History made: Arizona Diamondbacks C Chris Herrmann starts in center field
PHOENIX, Ariz. – Stopped at his locker inside the Arizona Diamondbacks clubhouse, Chris Herrmann paused for a moment before answering the question: When was the last time he played center field?
“High-A,” he said, smiling. “I was the starting center fielder for my High-A team Opening Day and probably about through half the year I was the starting center fielder.”
And that’s where Herrmann, the D-backs backup catcher, found himself on Sunday, manning center in the series finale against the San Francisco Giants.
Herrmann’s last professional appearance in center field came six years ago with the Fort Myers Miracle, April 25, 2010.

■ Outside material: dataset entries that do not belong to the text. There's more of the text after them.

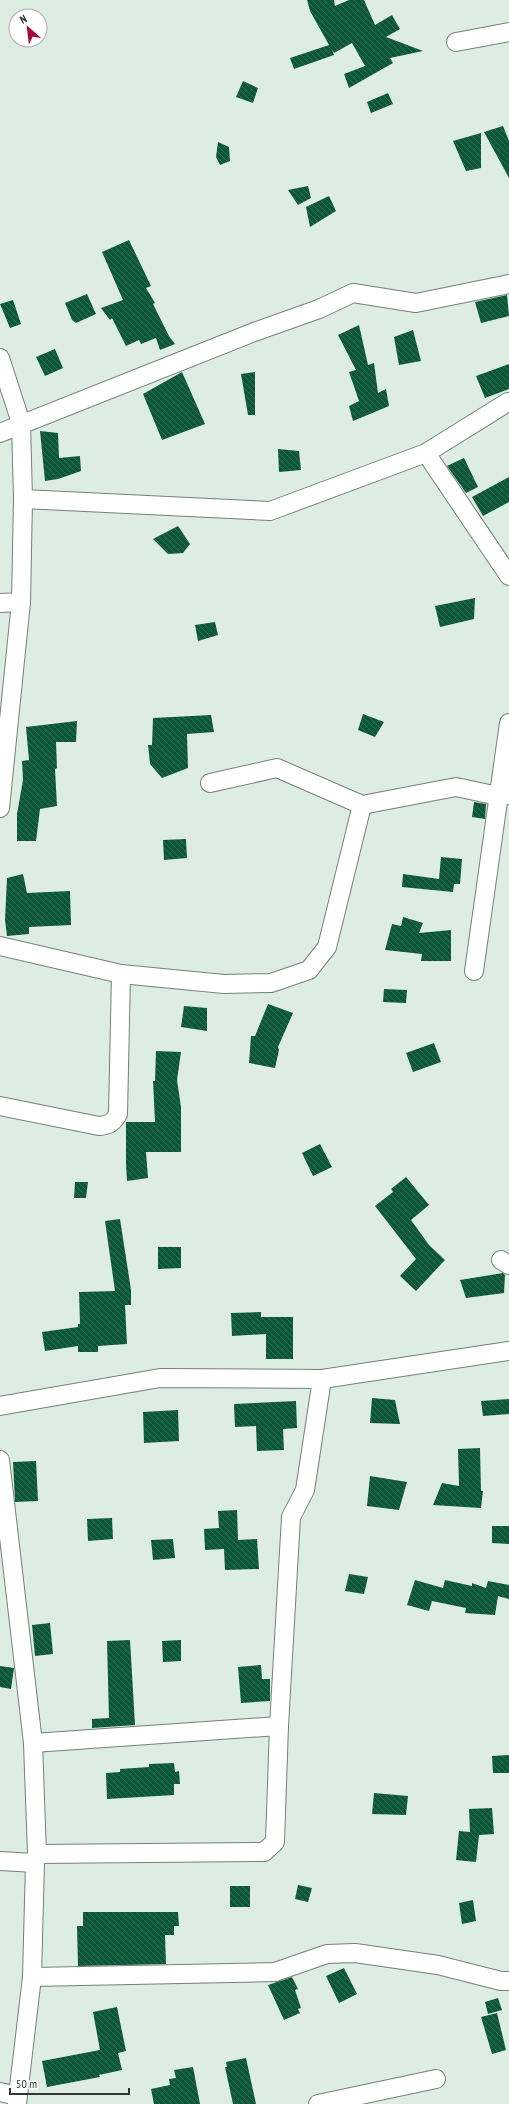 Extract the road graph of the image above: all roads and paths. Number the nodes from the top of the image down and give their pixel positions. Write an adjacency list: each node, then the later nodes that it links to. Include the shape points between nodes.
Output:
1 (509, 32): 2 (street)
2 (456, 42)
3 (509, 284): 6 (street, via 416,303 353,293 320,309)
4 (0, 358): 6 (street)
5 (508, 402): 8 (street)
6 (21, 423): 7 (street); 9 (street)
7 (0, 432)
8 (426, 454): 9 (street, via 270,511); 10 (street)
9 (23, 499): 11 (street)
10 (509, 576)
11 (21, 602): 12 (street); 13 (street)
12 (0, 603)
13 (6, 694): 18 (street)
14 (509, 723): 16 (street)
15 (210, 783): 17 (street, via 277,768)
16 (504, 795): 17 (street, via 456,787); 20 (street)
17 (362, 805): 21 (street, via 327,947 309,970 271,983 224,984)
18 (0, 808)
19 (0, 946): 21 (street)
20 (474, 971)
21 (121, 974): 22 (street, via 118,1114 115,1120 99,1126)
22 (0, 1106)
23 (509, 1351): 24 (street)
24 (322, 1379): 25 (street, via 160,1378); 27 (street, via 305,1490 292,1517)
25 (0, 1406)
26 (0, 1460): 28 (street)
27 (279, 1726): 28 (street); 29 (street, via 275,1842 264,1852)
28 (33, 1742): 29 (street)
29 (36, 1858): 30 (street); 31 (street)
30 (0, 1861)
31 (32, 1977): 32 (street, via 274,1972 327,1954 355,1953 438,1965); 35 (street)
32 (509, 1981)
33 (436, 2079): 36 (street)
34 (0, 2092): 35 (street)
35 (18, 2100)
36 (318, 2104)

“It was kind of a weird combination center field and then catching as well,” he said, looking back at his time in the Minnesota Twins organization. “I can’t tell you how many teams I’ve had the opposing team be like, ‘you’re a catcher that plays center. That’s crazy. I’ve never seen that before.’
“It’s kind of cool. It’s going to bring back some memories.”
The D-backs turned to Herrmann as a way to “shake it up a little bit and have some fun,” according to manager Chip Hale, whose team entered play having lost four in a row.
Herrmann said he was approached about playing center the night before and then saw his name in the lineup Sunday morning once right fielder David Peralta was placed on the disabled list and Chris Owings was tabbed at shortstop, giving Nick Ahmed the day off.
“Is it going to be easy for him? No. Are we expecting him to be what C.O. has even been out there? Probably not, but we’ll go as long as we can,” Hale said. “He caught (all nine innings) last night so it’s not going to be all that easy either. His legs aren’t going to be feeling spry, but we’re trying something different.”
Herrmann became the first D-back to start at catcher and center field in the same season and the first to do so in the majors since Brandon Inge of the Detroit Tigers in 2008, according to STATS LLC.
“The toughest part is just the way the ball moves,” Herrmann said of playing center. “The ball is drifting to a certain way in right and left field, and I feel like in center field the ball is just going more straight.”
There is also a lot more ground to cover and the throws into the infield are longer as well, Herrmann added.
Herrmann does have nine innings of outfield experience this season. He played right field against Colorado on May 9, catching all five fly balls hit in his direction.
“I feel comfortable out there (in the outfield),” said Herrmann, who has made 12 starts behind the plate this season. “I’m going to try to make every play I can, that’s just my mentality. I don’t want to give up a base hit if I can’t reach it. I’m going to go after everything I can and be smart about it. It’s been awhile, so just be smart about it and do everything I can to help my pitchers and save them from giving up hits.”